Personal information
- Born: July 29, 1998 (age 27) Quebec City, Quebec, Canada
- Listed height: 5 ft 9 in (1.75 m)
- Listed weight: 190 lb (86 kg)

Career information
- University: Laval
- CFL draft: 2024: 3rd round, 24th overall pick

Career history
- 2022: Montreal Alouettes*
- 2022–2024: Edmonton Elks
- * Offseason and/or practice squad member only

Awards and highlights
- Vanier Cup champion (2018);
- Stats at CFL.ca

= Vincent Forbes-Mombleau =

Canadian gridiron football player (born 1998)

Vincent Forbes-Mombleau (born July 29, 1998) is a Canadian professional football wide receiver.

==University career==
Forbes-Mombleau played U Sports football for the Laval Rouge et Or from 2018 to 2021. He was named the RSEQ Rookie of the Year in 2018 and capped off the season with a victory in the 54th Vanier Cup game.

==Professional career==

Pre-draft measurables
| Height | Weight | Bench press |
| 5 ft 9+1⁄2 in (1.77 m) | 193 lb (88 kg) | 22 reps |
All values from CFL Combine

===Montreal Alouettes===
Forbes-Mombleau was drafted in the third round, 24th overall, by the Montreal Alouettes in the 2022 CFL draft and signed with the team on May 13, 2022. However, following training camp, he was released with the final cuts.

===Edmonton Elks===
On July 18, 2022, it was announced that Forbes-Mombleau had signed a practice roster agreement with the Edmonton Elks.

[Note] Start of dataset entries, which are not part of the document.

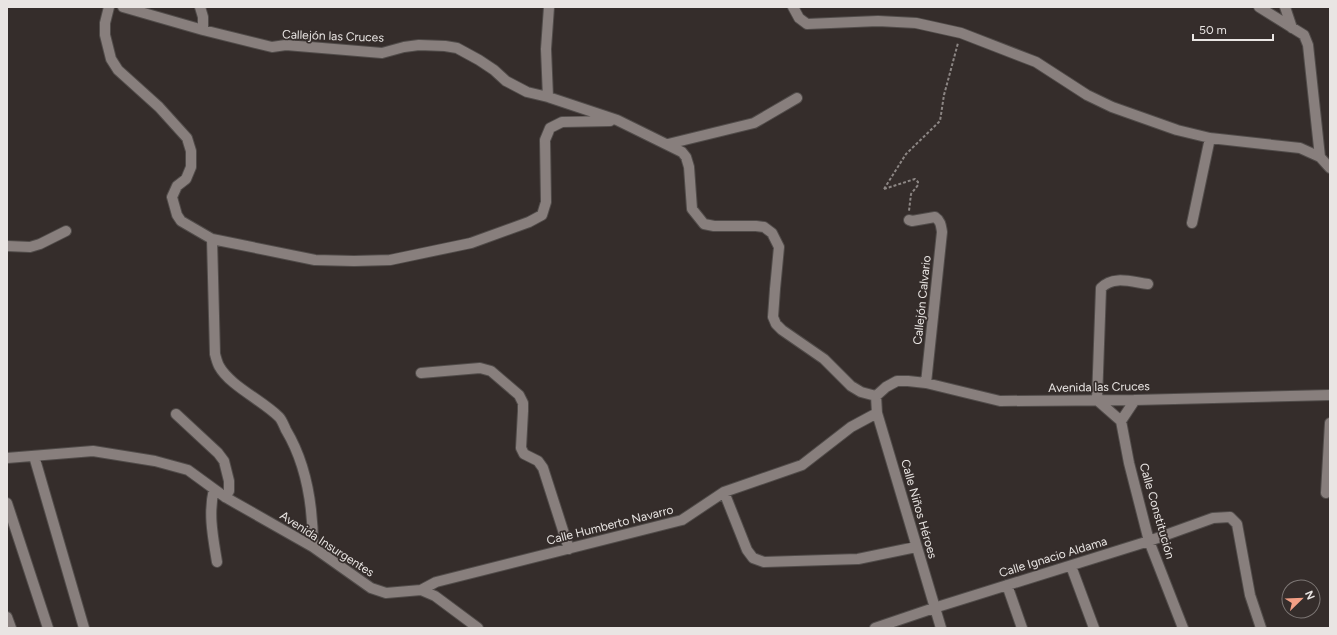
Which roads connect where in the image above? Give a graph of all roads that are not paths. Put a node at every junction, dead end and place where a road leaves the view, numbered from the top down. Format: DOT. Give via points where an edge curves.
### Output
graph roads {
  1 [pos="110,7"];
  2 [pos="123,7"];
  3 [pos="200,7"];
  4 [pos="549,7"];
  5 [pos="793,7"];
  6 [pos="1259,7"];
  7 [pos="1285,7"];
  8 [pos="1292,28"];
  9 [pos="203,30"];
  10 [pos="548,97"];
  11 [pos="797,98"];
  12 [pos="617,120"];
  13 [pos="1210,138"];
  14 [pos="668,144"];
  15 [pos="1320,157"];
  16 [pos="1330,168"];
  17 [pos="909,220"];
  18 [pos="1192,223"];
  19 [pos="66,231"];
  20 [pos="212,239"];
  21 [pos="7,246"];
  22 [pos="1148,284"];
  23 [pos="421,373"];
  24 [pos="926,384"];
  25 [pos="1330,395"];
  26 [pos="876,396"];
  27 [pos="1097,400"];
  28 [pos="1135,400"];
  29 [pos="877,413"];
  30 [pos="176,414"];
  31 [pos="1121,421"];
  32 [pos="1330,423"];
  33 [pos="34,456"];
  34 [pos="7,458"];
  35 [pos="214,489"];
  36 [pos="724,492"];
  37 [pos="1326,493"];
  38 [pos="225,497"];
  39 [pos="7,503"];
  40 [pos="1150,541"];
  41 [pos="313,547"];
  42 [pos="916,547"];
  43 [pos="569,549"];
  44 [pos="217,562"];
  45 [pos="1071,566"];
  46 [pos="1007,585"];
  47 [pos="421,590"];
  48 [pos="934,608"];
  49 [pos="7,617"];
  50 [pos="11,628"];
  51 [pos="48,628"];
  52 [pos="84,628"];
  53 [pos="478,628"];
  54 [pos="875,628"];
  55 [pos="941,628"];
  56 [pos="1022,628"];
  57 [pos="1094,628"];
  58 [pos="1183,628"];
  59 [pos="1261,628"];
  1 -- 20 [label="street" via="105,23 105,35 111,60 187,138 191,151 191,167 186,179 177,186 172,197 177,215 181,222"];
  2 -- 9 [label="street, Callejón las Cruces"];
  3 -- 9 [label="street"];
  4 -- 10 [label="street" via="546,48"];
  5 -- 13 [label="street" via="799,18 807,24 878,21 916,23 961,33 1036,62 1112,108 1177,130"];
  6 -- 8 [label="street"];
  7 -- 8 [label="street"];
  8 -- 15 [label="street" via="1304,35 1308,45"];
  9 -- 10 [label="street, Callejón las Cruces" via="272,46 382,53 419,45 457,48 494,70 506,81 527,92"];
  10 -- 12 [label="street, Callejón las Cruces"];
  11 -- 14 [label="street" via="754,123"];
  12 -- 14 [label="street, Callejón las Cruces"];
  12 -- 20 [label="street" via="562,122 550,128 545,140 546,202 542,215 470,243 390,260 354,262 315,260"];
  13 -- 15 [label="street" via="1300,148"];
  13 -- 18 [label="street"];
  14 -- 26 [label="street, Callejón las Cruces" via="686,157 692,209 704,224 760,227 772,233 776,239 779,247 773,317 776,324 824,359 851,386"];
  15 -- 16 [label="street"];
  17 -- 24 [label="street, Callejón Calvario" via="935,217 939,220 942,232"];
  19 -- 21 [label="street" via="30,247"];
  20 -- 41 [label="street" via="215,354 218,365 229,378 280,418 298,452 309,498"];
  22 -- 27 [label="street" via="1115,280 1101,288"];
  23 -- 43 [label="street" via="480,368 490,371 519,395 523,403 521,448 524,454 538,461 543,468"];
  24 -- 26 [label="street, Avenida las Cruces" via="908,380 897,381 886,386"];
  24 -- 27 [label="street, Avenida las Cruces" via="1000,401"];
  25 -- 28 [label="street, Avenida las Cruces"];
  26 -- 29 [label="street, Calle Niños Héroes"];
  27 -- 28 [label="street, Avenida las Cruces"];
  27 -- 31 [label="street"];
  28 -- 31 [label="street"];
  29 -- 36 [label="street, Calle Humberto Navarro" via="851,427 802,465"];
  29 -- 42 [label="street, Calle Niños Héroes"];
  30 -- 38 [label="street" via="224,461 229,481 229,491"];
  31 -- 40 [label="street, Calle Constitución" via="1129,463"];
  32 -- 37 [label="street"];
  33 -- 34 [label="street"];
  33 -- 35 [label="street, Avenida Insurgentes" via="93,451 155,461 188,470"];
  33 -- 52 [label="street"];
  35 -- 38 [label="street, Avenida Insurgentes"];
  35 -- 44 [label="street" via="211,529"];
  36 -- 42 [label="street" via="747,550 753,558 764,562 858,560"];
  36 -- 43 [label="street, Calle Humberto Navarro" via="682,520"];
  38 -- 41 [label="street, Avenida Insurgentes"];
  39 -- 51 [label="street"];
  40 -- 45 [label="street, Calle Ignacio Aldama"];
  40 -- 58 [label="street, Calle Constitución"];
  40 -- 59 [label="street, Calle Ignacio Aldama" via="1213,518 1230,517 1237,524 1250,595"];
  41 -- 47 [label="street, Avenida Insurgentes" via="371,588 386,593"];
  42 -- 48 [label="street, Calle Niños Héroes"];
  43 -- 47 [label="street, Calle Humberto Navarro" via="436,582"];
  45 -- 46 [label="street, Calle Ignacio Aldama"];
  45 -- 57 [label="street"];
  46 -- 48 [label="street, Calle Ignacio Aldama"];
  46 -- 56 [label="street"];
  47 -- 53 [label="street" via="435,596"];
  48 -- 54 [label="street, Calle Ignacio Aldama"];
  48 -- 55 [label="street, Calle Niños Héroes"];
  49 -- 50 [label="street"];
}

After five games on the practice roster, he made his professional debut, and first career start, on September 5, 2022, against the Calgary Stampeders in the Labour Day Classic, where he had two receptions for 26 yards. He played and started in four regular season games in 2022 where he recorded five receptions for 92 yards.

Following training camp in 2023, Forbes-Mombleau made the team's active roster on opening day. On June 25, 2023, against the Toronto Argonauts, he scored his first career touchdown on a two-yard pass from Jarret Doege with 2:38 left to play. He also had the first multi-touchdown game of his career in the same game, as he scored an 84-yard touchdown with six seconds left to play in the 43–31 loss to the Argonauts. He finished the year having played in all 18 regular season games where he recorded 15 receptions for 203 yards and two touchdowns.